Friday, July 18, 2014

Textile work -- This is where I started....

I first got on to quilts in 1961.
I found & bought The Standard Book of Quilt Making & Collecting, by Marguerite Ickis, Copyright 1949 (Dover)

I was off!!
My first quilt ever was in the pattern I thought was known (until this very minute!) as "waterwheel", but maybe it's known as "pinwheel" (I'll have to look this up).
I didn't quilt it, I only patched or pieced it, backed it, & I gave it to my mother for her bed (1963-1981).

I still like this pinwheel pattern.
When I was in Vermont, in Grafton, where my friend Sal Warren lives, there is a new business called Grafton Village Quilts run by Kathy Metalica who really knows her old time quilts.   I reveled in these!



In this one you are actually seeing an upper quilt and a lower quilt. 
The one with yellow is the lower one, as shown two above. 
The upper one is made with a lot of men's shirting scraps.

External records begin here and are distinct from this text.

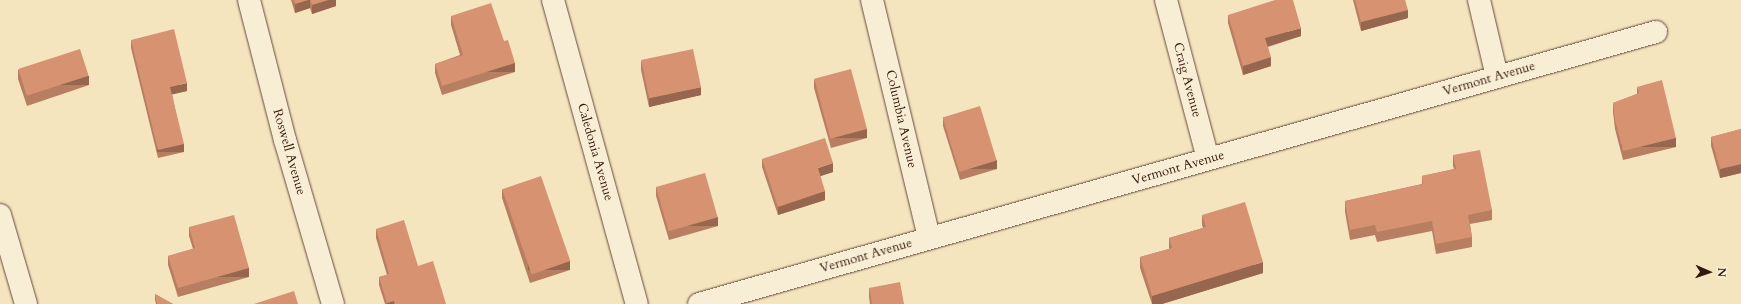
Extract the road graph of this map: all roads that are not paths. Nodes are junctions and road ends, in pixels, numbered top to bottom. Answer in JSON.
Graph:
{"nodes":[{"id":1,"x":249,"y":0,"type":"edge"},
{"id":2,"x":553,"y":0,"type":"edge"},
{"id":3,"x":872,"y":0,"type":"edge"},
{"id":4,"x":1166,"y":0,"type":"edge"},
{"id":5,"x":1479,"y":0,"type":"edge"},
{"id":6,"x":1656,"y":32,"type":"dead end"},
{"id":7,"x":1497,"y":77,"type":"junction"},
{"id":8,"x":1208,"y":159,"type":"junction"},
{"id":9,"x":0,"y":215,"type":"edge"},
{"id":10,"x":929,"y":238,"type":"junction"},
{"id":11,"x":26,"y":304,"type":"edge"},
{"id":12,"x":333,"y":304,"type":"edge"},
{"id":13,"x":637,"y":304,"type":"edge"},
{"id":14,"x":699,"y":304,"type":"edge"}],
"edges":[{"from":1,"to":12,"type":"street","name":"Roswell Avenue"},
{"from":2,"to":13,"type":"street","name":"Caledonia Avenue"},
{"from":3,"to":10,"type":"street","name":"Columbia Avenue"},
{"from":4,"to":8,"type":"street","name":"Craig Avenue"},
{"from":5,"to":7,"type":"street"},
{"from":6,"to":7,"type":"street","name":"Vermont Avenue"},
{"from":7,"to":8,"type":"street","name":"Vermont Avenue"},
{"from":8,"to":10,"type":"street","name":"Vermont Avenue"},
{"from":9,"to":11,"type":"street"},
{"from":10,"to":14,"type":"street","name":"Vermont Avenue"}]}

Triangle configuration patterns are typical of 19th century America, especially with fabrics that are from Japan.

This one below I bought. 
I fell in love with the pinwheel pattern (again) & the irregularity/regularity of it.
It's machine stitched for the piecework, but so lively & carefree!


This is another men's shirting quilt.  I am very attracted to these. 
Look at the overall pattern of this one.  I'm almost sorry I didn't get it!!
This shirting one has diagonal squares that suggest a 'chain' when you see more of it below.

I  love  this pattern too, often done in blue & white. 
It's a variation of the Irish Chain.
You see this chain pattern in wool coverlets too.

Triangles & squares are the basics of patchwork.
Elemental, satisfying, with endless potential for variations.
My quilt for Joslyn when she was born.
And for Lucy (in red & pink) a generation later, Joslyn's daughter, when she was born.

 I'll close with a collection of my early quilts based on simple shapes. These go back to my beginning as a maker of utilitarian quilts & of quilts-as-wall-hangings, or art.
For my brother, Michael & his 2nd wife, Mary, a wedding quilt-- pinwheels again in variation!


 My first 9-patch quilt & my first tied quilt... all squares. 
A 9-patch is a square made up of smaller squares laid out 3 x 3.


 A quilt I made for my friend, Judy MacIntosh, also a 9-patch variation but set on the diagonal. It came to an unfortunate sad end.
This is a classic old quilt top, called Sawtooth also with many Japanese fabrics. I found the top in an antique store & used it many times.

                An early quilt I made called Flying South, about bird migrations in fall.

This was my first quilt made from left-overs from earlier quilts I had made. 
This was Erica's baby quilt.
I was suddenly in the zone of 'composition'. When you are faithful to a 'pattern' you don't have to think so much about composition.
And finally Lesley's baby quilt which was made in, shall we say, 'in more of a hurry' when I found out 3 weeks before delivery that I was carrying twins!

That's it for now.









1 comment:

  1. why am i thinking that you might make a quilt series about quilting?